John Wanamaker, from my home town of Philadelphia, is famous for saying, “I know half the money I spend on advertising is wasted; the trouble is I don’t know which half.” I think John was doing a bit better than I. I feel like I’ve wasted 100% of mine over the years.
So what is a poor, lost business owner like me supposed to do? My answer: keep trying. Eventually something will work.
What is Marketing?: My definition has three parts. Marketing is:
Identifying a potential customer
Defining the product or service for that potential customer
Qualifying the customer and delivering them to sales
The strategy part is defining the customer and the product or service. The tactical part is qualifying them. Qualify is a pretty loose word. It’s essentially getting them ready for sales. In some cases that simply involves finding out who that customer is and how to contact s/he. In other cases it might mean exposing them to information about your product or service before passing them to sales.
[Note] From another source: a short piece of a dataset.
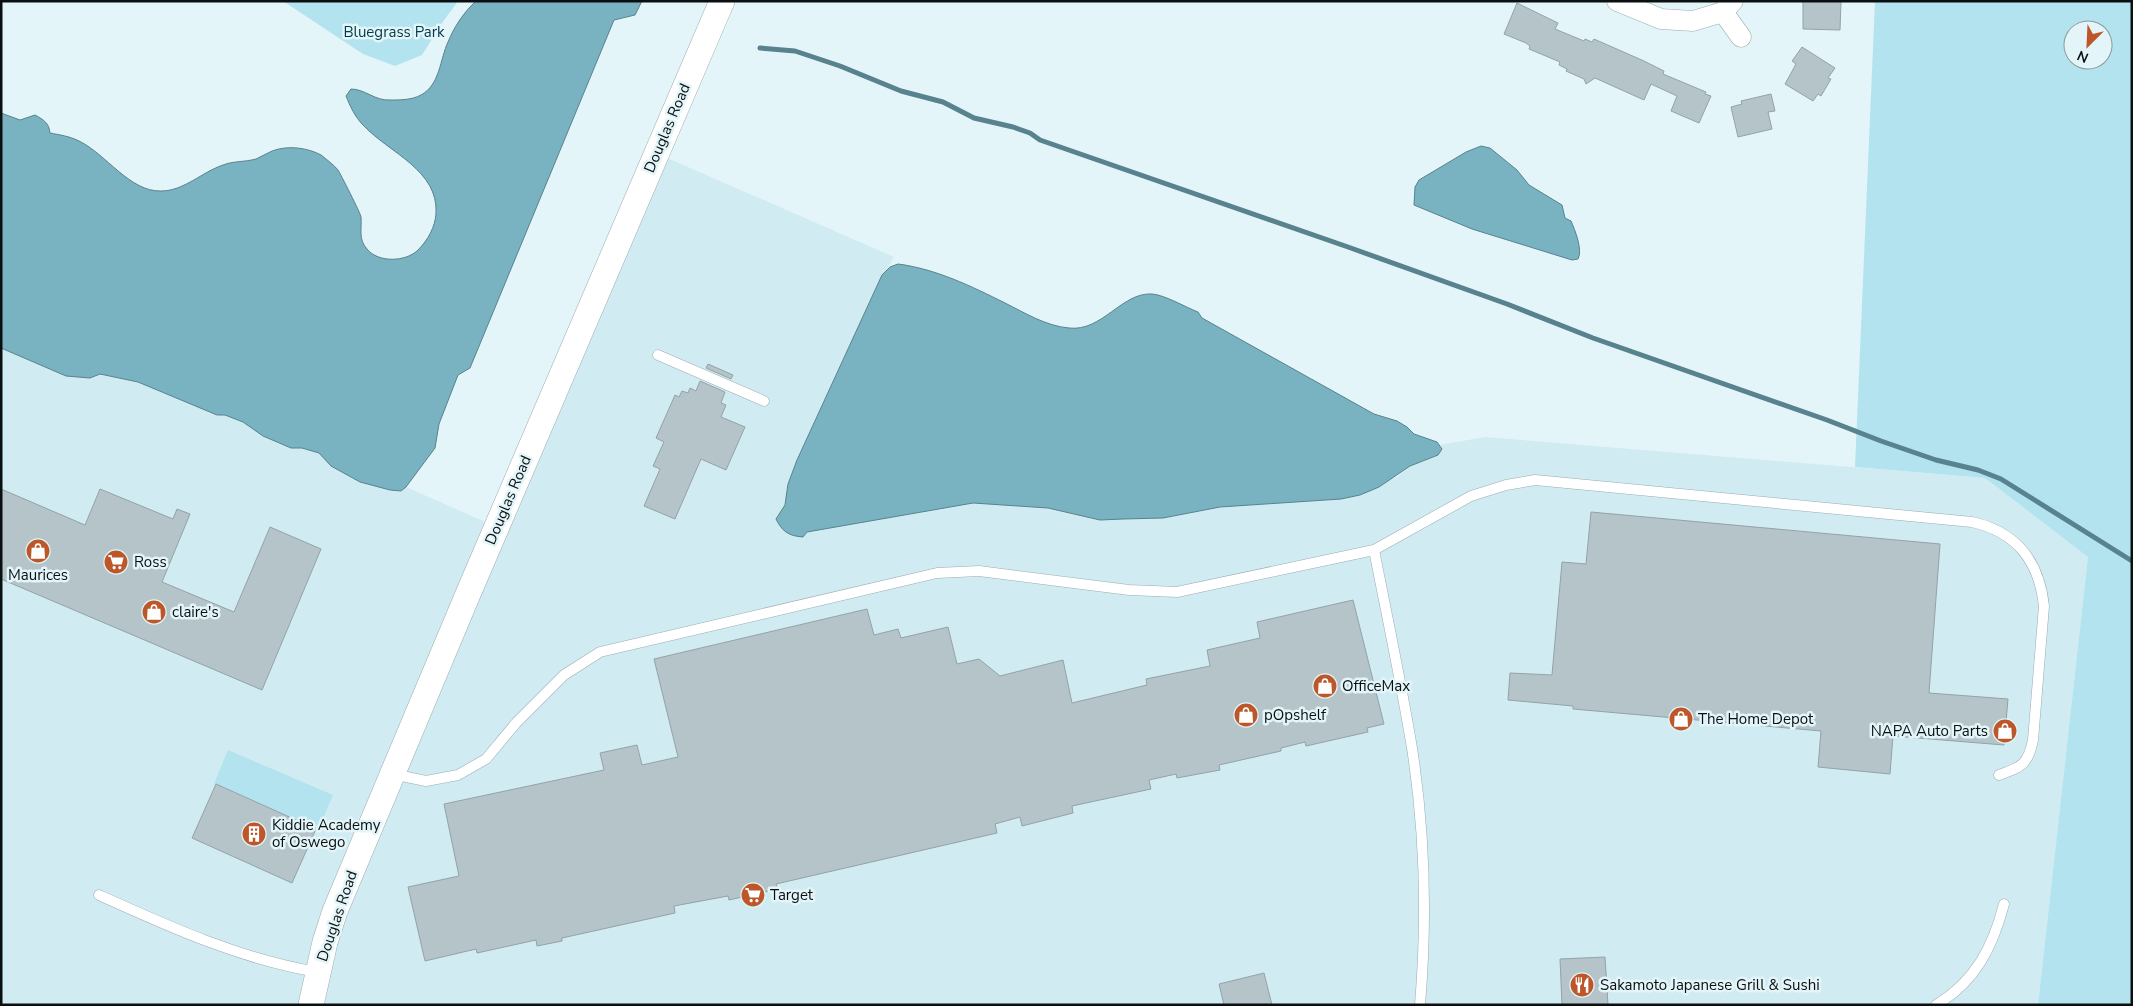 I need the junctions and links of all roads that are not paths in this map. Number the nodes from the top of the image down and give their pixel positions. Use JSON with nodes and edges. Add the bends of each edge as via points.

Weird Stuff about My Industry: My industry is data rich but flexibility poor. The government releases lots of information about its intentions to contract and keeps historical records of contracts it has executed, who is performing on them, how much they were for, and when they expire. You can also read legislation or countless policy papers and reports to know what new funding will become available. The industry involves lots of complexity in procurement that involves multiple players many of which have no responsibility to each other. The barriers and bureaucracy are immense.
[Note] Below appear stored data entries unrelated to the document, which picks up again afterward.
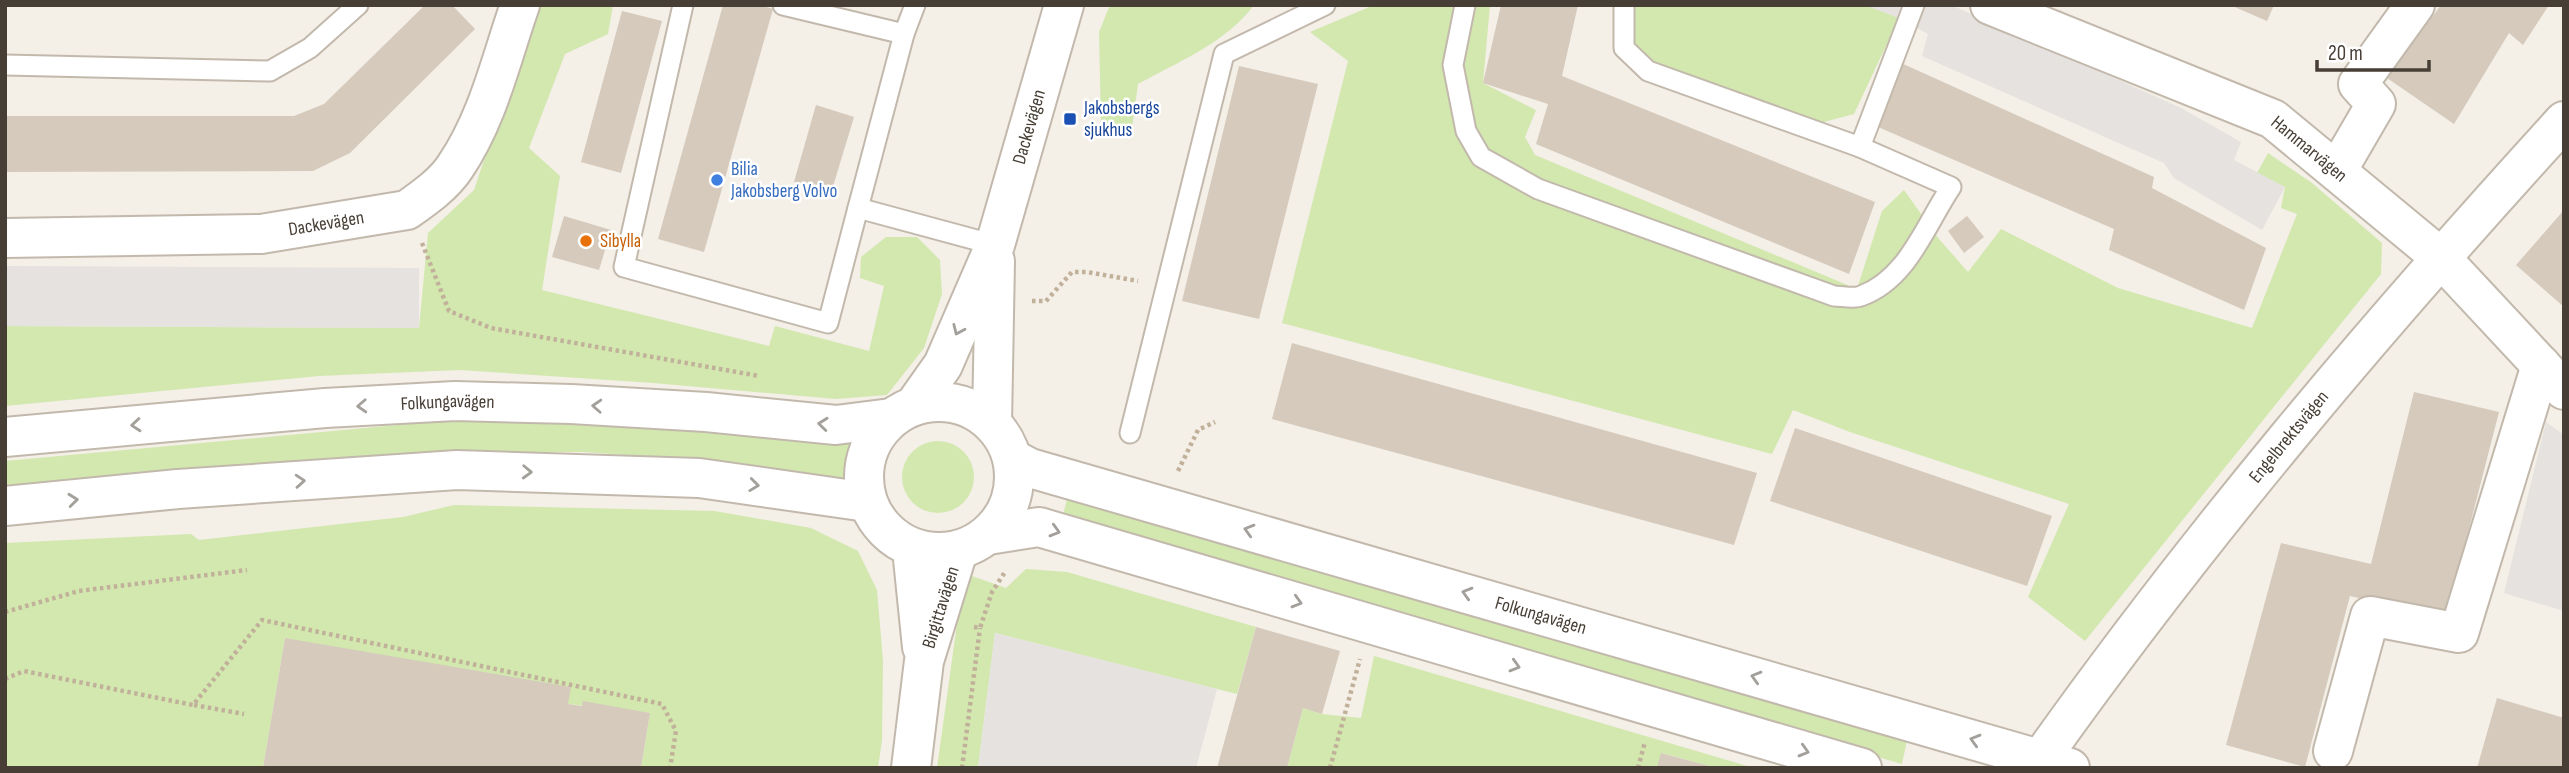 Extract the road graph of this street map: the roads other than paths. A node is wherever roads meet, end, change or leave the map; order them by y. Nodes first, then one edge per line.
1 (358, 5) edge
2 (520, 5) edge
3 (683, 5) edge
4 (783, 5) edge
5 (915, 5) edge
6 (1325, 5) edge
7 (1465, 5) edge
8 (1623, 5) edge
9 (1914, 5) edge
10 (1990, 5) edge
11 (2415, 5) edge
12 (1060, 6) edge
13 (904, 34) junction
14 (5, 65) edge
15 (2564, 121) edge
16 (1860, 147) junction
17 (2337, 171) junction
18 (858, 208) junction
19 (5, 239) edge
20 (995, 245) junction
21 (2440, 257) junction
22 (2552, 378) edge
23 (902, 412) junction
24 (992, 423) junction
25 (1130, 433) dead end
26 (5, 437) edge
27 (1013, 459) junction
28 (867, 502) junction
29 (5, 506) edge
30 (912, 549) junction
31 (986, 550) junction
32 (923, 661) junction
33 (2333, 751) dead end
34 (2048, 765) edge
35 (911, 768) edge
36 (1862, 768) edge

1 - 14 lane
2 - 19 street, Dackevägen
3 - 18 lane
4 - 13 lane
5 - 13 lane
6 - 25 lane
7 - 16 lane
8 - 16 lane
9 - 16 lane
10 - 17 street, Hammarvägen
11 - 17 street
12 - 20 street, Dackevägen
13 - 18 lane
15 - 21 street, Engelbrektsvägen
17 - 21 street, Hammarvägen
18 - 20 lane
20 -> 23 street, Dackevägen
20 - 24 street, Dackevägen
21 - 22 street, Hammarvägen
21 - 34 street, Engelbrektsvägen
22 - 33 street
23 - 24 street
23 -> 26 street, Folkungavägen
23 - 28 street
24 - 27 street
27 - 31 street
34 -> 27 street, Folkungavägen
29 -> 28 street
28 - 30 street
30 - 31 street
30 - 32 street, Birgittavägen
31 - 32 street, Birgittavägen
31 -> 36 street
32 - 35 street, Birgittavägen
Over the years we’ve learned that sifting the available data and having an intuitive knowledge of the agency where you work were the keys to understanding what services to target and where. Because of the structure of contracting, teaming with other companies large and small is essential. Buying cycles are long so you need to be planning to target opportunities a year or more out. At times it’s essential to get in front of the potential client but most of the time its important to team with a company that already works with or adjacent to the client. Sometimes you win because you are the only company in the mix that has performed a contract of x size even if that was at a totally different agency or have a contract vehicle that no other player has. Other times you win because you hired the right person who knows the office and client. Sometimes it’s price. It’s a big bespoke mess and it is different at every agency.
Lots of companies do thought leadership and develop proprietary methodologies or other IP for the government market. That’s all great but exactly zero of the companies I’ve seen really grow in my space have used that approach. Some of them don’t even have nice websites. They sift the data better, figure out how to the get the check marks they need in the proposal, and have large groups of people churning out those proposals. I would never say you can’t grow in a more focused and thought-leadership oriented way, it’s just that I haven’t seen it. I’ve also tried aspects of it and it’s really, really hard. Teaching the government why they need your version of business process reengineering is a lot harder than just getting good at the one they are buying.
What I Recommend: My purpose in the article is not tell you how to do govcon marketing. It’s to demonstrate that all industries are different when it comes to marketing. Advertising, cold calling/emailing, and many other techniques that are successful in other industries are a waste of time in mine. I believe it is really important to benchmark successful competitors in your industry to understand what you should be doing. I do agree that it can be productive to import techniques used successfully in other industries to yours but you have to do it in an experimental way and not neglect the basic blocking and tackling.
Marketing is not a generic function that can be applied from industry to industry. Finance and even sales are far more adaptable in my mind. Don’t hire your director of marketing from consumer products if you are in B2B.
Marketing is also an area where you should experiment and measure before investing heavily. Additionally, it’s important to find the right helpers. Hiring a generic marketing firm is going to waste you a lot of money but finding one that helps grow your kind of company can be worth its weight in gold. It’s a dark art and only continuous effort and lots of failed experiments gets you to the right answer.